Hurricane Irma weakened to a tropical storm and traders awaited USDA’s monthly supply-demand reports. Trend-following funds boosted net longs 22,621 lots. Cash online sales rose to 1,101 bales on The Seam.
Cotton futures traded on steep losses on heavy volume early Monday after falling as much as the 300-point daily limit as Hurricane Irma weakened and traders looked to USDA’s monthly supply-demand projections.
December hovered off 233 points to 72.26 cents, trading within a 386-point range from 75.45 to 71.59 cents on a contract volume of 8,240 lots. March ticked down 203 points to 71.38 cents, trading within a 370-point range from 74.20 to 70.50 cents on a turnover of 2,547 lots.
Irma made landfall Sunday morning at Cudjoe Key, about 20 miles outside Key West, as a Category 4 storm that was 400 miles wide. By Monday morning, Irma was down to a tropical storm but still producing wind gusts near hurricane strength.
The storm was expected to weaken further as it moves through cotton country, but the National Hurricane Center warned that wind hazards will spread northward through Georgia and into portions of Alabama, Tennessee, South Carolina and North Carolina.
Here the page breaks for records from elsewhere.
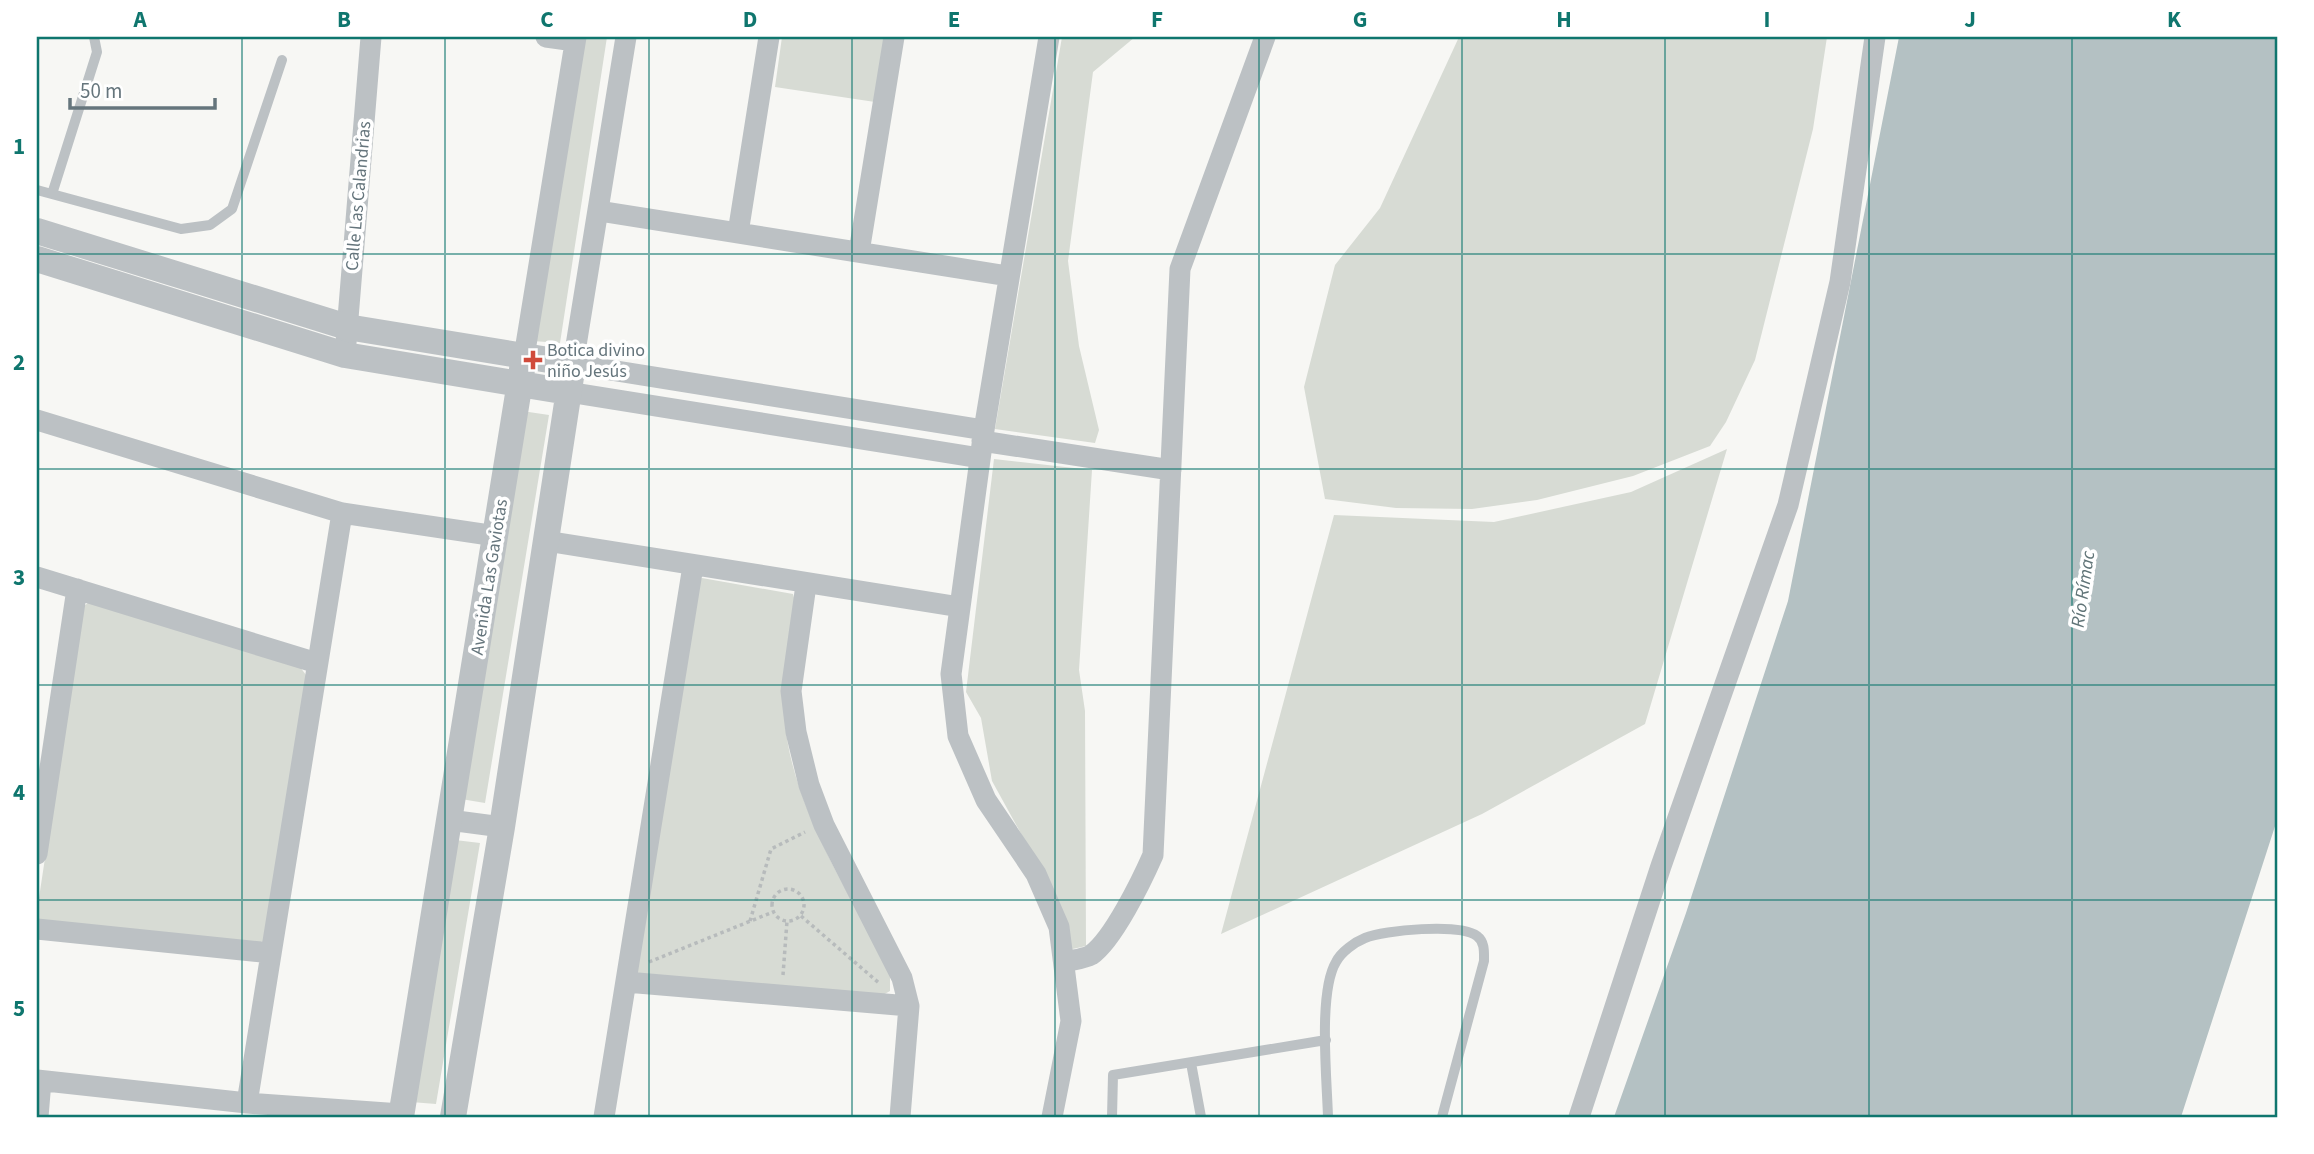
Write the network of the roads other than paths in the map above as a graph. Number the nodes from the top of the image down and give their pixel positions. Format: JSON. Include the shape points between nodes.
{"nodes":[{"id":1,"x":93,"y":37,"type":"edge"},
{"id":2,"x":370,"y":37,"type":"edge"},
{"id":3,"x":546,"y":37,"type":"edge"},
{"id":4,"x":626,"y":37,"type":"edge"},
{"id":5,"x":769,"y":37,"type":"edge"},
{"id":6,"x":894,"y":37,"type":"edge"},
{"id":7,"x":1049,"y":37,"type":"edge"},
{"id":8,"x":1265,"y":37,"type":"edge"},
{"id":9,"x":1875,"y":37,"type":"edge"},
{"id":10,"x":576,"y":39,"type":"edge"},
{"id":11,"x":282,"y":60,"type":"dead end"},
{"id":12,"x":37,"y":190,"type":"edge"},
{"id":13,"x":52,"y":194,"type":"junction"},
{"id":14,"x":599,"y":211,"type":"junction"},
{"id":15,"x":37,"y":231,"type":"edge"},
{"id":16,"x":738,"y":233,"type":"junction"},
{"id":17,"x":859,"y":252,"type":"junction"},
{"id":18,"x":37,"y":259,"type":"edge"},
{"id":19,"x":1007,"y":276,"type":"junction"},
{"id":20,"x":347,"y":327,"type":"junction"},
{"id":21,"x":345,"y":355,"type":"junction"},
{"id":22,"x":524,"y":357,"type":"junction"},
{"id":23,"x":573,"y":365,"type":"junction"},
{"id":24,"x":520,"y":384,"type":"junction"},
{"id":25,"x":568,"y":392,"type":"junction"},
{"id":26,"x":37,"y":420,"type":"edge"},
{"id":27,"x":982,"y":443,"type":"junction"},
{"id":28,"x":1171,"y":470,"type":"junction"},
{"id":29,"x":342,"y":513,"type":"junction"},
{"id":30,"x":495,"y":536,"type":"junction"},
{"id":31,"x":546,"y":541,"type":"junction"},
{"id":32,"x":693,"y":566,"type":"junction"},
{"id":33,"x":37,"y":577,"type":"edge"},
{"id":34,"x":806,"y":585,"type":"junction"},
{"id":35,"x":77,"y":589,"type":"junction"},
{"id":36,"x":960,"y":607,"type":"junction"},
{"id":37,"x":317,"y":663,"type":"junction"},
{"id":38,"x":449,"y":820,"type":"junction"},
{"id":39,"x":502,"y":827,"type":"junction"},
{"id":40,"x":37,"y":854,"type":"edge"},
{"id":41,"x":37,"y":929,"type":"edge"},
{"id":42,"x":271,"y":953,"type":"junction"},
{"id":43,"x":1063,"y":962,"type":"junction"},
{"id":44,"x":633,"y":974,"type":"junction"},
{"id":45,"x":909,"y":1006,"type":"junction"},
{"id":46,"x":1326,"y":1040,"type":"junction"},
{"id":47,"x":1191,"y":1063,"type":"junction"},
{"id":48,"x":39,"y":1080,"type":"edge"},
{"id":49,"x":247,"y":1103,"type":"junction"},
{"id":50,"x":401,"y":1115,"type":"edge"},
{"id":51,"x":38,"y":1117,"type":"edge"},
{"id":52,"x":453,"y":1117,"type":"edge"},
{"id":53,"x":604,"y":1117,"type":"edge"},
{"id":54,"x":900,"y":1117,"type":"edge"},
{"id":55,"x":1052,"y":1117,"type":"edge"},
{"id":56,"x":1112,"y":1117,"type":"edge"},
{"id":57,"x":1201,"y":1117,"type":"edge"},
{"id":58,"x":1328,"y":1117,"type":"edge"},
{"id":59,"x":1442,"y":1117,"type":"edge"},
{"id":60,"x":1579,"y":1117,"type":"edge"}],
"edges":[{"from":1,"to":13,"type":"lane","via":[[97,52]]},
{"from":2,"to":20,"type":"street","name":"Calle Las Calandrias"},
{"from":3,"to":10,"type":"street"},
{"from":4,"to":14,"type":"street"},
{"from":5,"to":16,"type":"street"},
{"from":6,"to":17,"type":"street"},
{"from":7,"to":19,"type":"street"},
{"from":8,"to":28,"type":"street","via":[[1180,269]]},
{"from":9,"to":60,"type":"street","via":[[1839,282],[1788,505],[1661,866]]},
{"from":10,"to":22,"type":"street","name":"Avenida Las Gaviotas"},
{"from":11,"to":13,"type":"lane","via":[[232,209],[210,225],[181,229]]},
{"from":12,"to":13,"type":"lane"},
{"from":14,"to":16,"type":"street"},
{"from":14,"to":23,"type":"street"},
{"from":15,"to":20,"type":"street"},
{"from":16,"to":17,"type":"street"},
{"from":17,"to":19,"type":"street"},
{"from":18,"to":21,"type":"street"},
{"from":19,"to":27,"type":"street"},
{"from":20,"to":21,"type":"street","name":"Calle Las Calandrias"},
{"from":20,"to":22,"type":"street"},
{"from":21,"to":24,"type":"street"},
{"from":22,"to":23,"type":"street"},
{"from":22,"to":24,"type":"street","name":"Avenida Las Gaviotas"},
{"from":23,"to":25,"type":"street"},
{"from":23,"to":27,"type":"street"},
{"from":24,"to":25,"type":"street"},
{"from":24,"to":30,"type":"street","name":"Avenida Las Gaviotas"},
{"from":25,"to":27,"type":"street"},
{"from":25,"to":31,"type":"street"},
{"from":26,"to":29,"type":"street"},
{"from":27,"to":28,"type":"street"},
{"from":27,"to":36,"type":"street"},
{"from":28,"to":43,"type":"street","via":[[1153,855],[1119,919],[1091,955]]},
{"from":29,"to":30,"type":"street"},
{"from":29,"to":37,"type":"street"},
{"from":30,"to":38,"type":"street","name":"Avenida Las Gaviotas"},
{"from":31,"to":32,"type":"street"},
{"from":31,"to":39,"type":"street"},
{"from":32,"to":34,"type":"street"},
{"from":32,"to":44,"type":"street"},
{"from":33,"to":35,"type":"street"},
{"from":34,"to":36,"type":"street"},
{"from":34,"to":45,"type":"street","via":[[791,691],[796,732],[824,825],[902,978]]},
{"from":35,"to":37,"type":"street"},
{"from":35,"to":40,"type":"street"},
{"from":36,"to":43,"type":"street","via":[[951,674],[958,736],[986,800],[1036,874],[1059,927]]},
{"from":37,"to":42,"type":"street"},
{"from":38,"to":39,"type":"street"},
{"from":38,"to":50,"type":"street","name":"Avenida Las Gaviotas"},
{"from":39,"to":52,"type":"street"},
{"from":41,"to":42,"type":"street"},
{"from":42,"to":49,"type":"street"},
{"from":43,"to":55,"type":"street","via":[[1071,1021]]},
{"from":44,"to":45,"type":"street"},
{"from":44,"to":53,"type":"street"},
{"from":45,"to":54,"type":"street"},
{"from":46,"to":47,"type":"lane"},
{"from":46,"to":58,"type":"lane"},
{"from":46,"to":59,"type":"lane","via":[[1329,981],[1345,951],[1366,937],[1425,929],[1476,935],[1483,944],[1484,961]]},
{"from":47,"to":56,"type":"lane","via":[[1113,1075]]},
{"from":47,"to":57,"type":"lane"},
{"from":48,"to":49,"type":"street"},
{"from":48,"to":51,"type":"street"},
{"from":49,"to":50,"type":"street"}]}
Heavy rains and flooding also may extend from those areas into parts of Mississippi.
The updated crop and supply-demand projections are scheduled for release at 11 a.m. CDT on Tuesday.
In outside markets, U.S. dollar index futures fell 0.340 to 91.665, while Dow Jones futures traded up 119 points and S&P futures up 12 points on relief that Irma weakened and North Korea didn’t conduct a nuclear test over the weekend.
Crude oil gained 21 cents to $42.69, Brent crude dipped 24 cents to $53.54 and December gold fell $15.20 to $1,336. December corn was down 0.42%, November soybeans up 0.16%, December Chicago wheat down 0.91% and December Kansas City wheat down 1.08%.
Asian stocks closed higher, up 1.41% in Japan’s Nikkei 225, 1.04% in Hong Kong’s Hang Seng, 0.86% in South Korea’s Kospi and 0.27% in China’s Shanghai Composite Index. European shares traded higher, with Britain’s FTSE 100 up 0.36% and Germany’s DAX and France’s CAC 40 both up 1.01%.
China’s Zhengzhou cotton futures settled mostly with gains and prices also ended mostly higher on the China National Cotton Exchange.
Meanwhile, trend-following funds boosted their net longs 22,621 lots to 54,710 in ICE cotton futures-options combined during the week ended Tuesday, according to supplemental traders-commitments data reported by the Commodity Futures Trading Commission after the close Friday.
They added 14,995 longs and covered 7,627 shorts, raising their net shorts 70%. Index funds hiked their net longs 843 lots to 72,681, while non-reportable traders bought 2,893 lots to flip to net long 1,049 lots from net short 1,844 lots.
Commercials sold 26,357 lots, adding 22,800 shorts and liquidating 3,557 longs to increase their net shorts to 128,439 lots. Combined open interest grew 21,459 lots to 298,219.
In futures only, non-commercials kicked their net longs up 7.8 percentage points to 24.4% of the open interest. They raised their net longs 20,203 lots to 57,354, adding 16,021 longs and covering 4,182 shorts. Open interest expanded 9,833 lots to 234,800.
In the market Friday, December hit a new contract high but not a new contract high settlement, finishing modestly ahead at a four-session high close but in the lower third of the session’s range.
The inverted December-March straddle traded between 103 and 177 points and narrowed 17 points to settle at a 118-point December premium on a volume of 5,245 lots. March-May traded between 33 and 15 points carry and widened two points close at a 26-point May premium on 1,459 lots. July’s settlement premium over May widened 13 points to 22 points on 923 lots.
In cash online trading, sales increased to 1,101 bales from 698 bales on The Seam. Prices rose to an average of 72.10 cents from 70.30 cents, reflecting gains to 21.33 cents from 20.09 cents in premiums over loan values. Offerings were 5,805 bales.
The Cotlook A Index of world values dropped 25 points to 84.05 cents, narrowing the premium over the prior-day December futures settlement two points to 9.78 cents.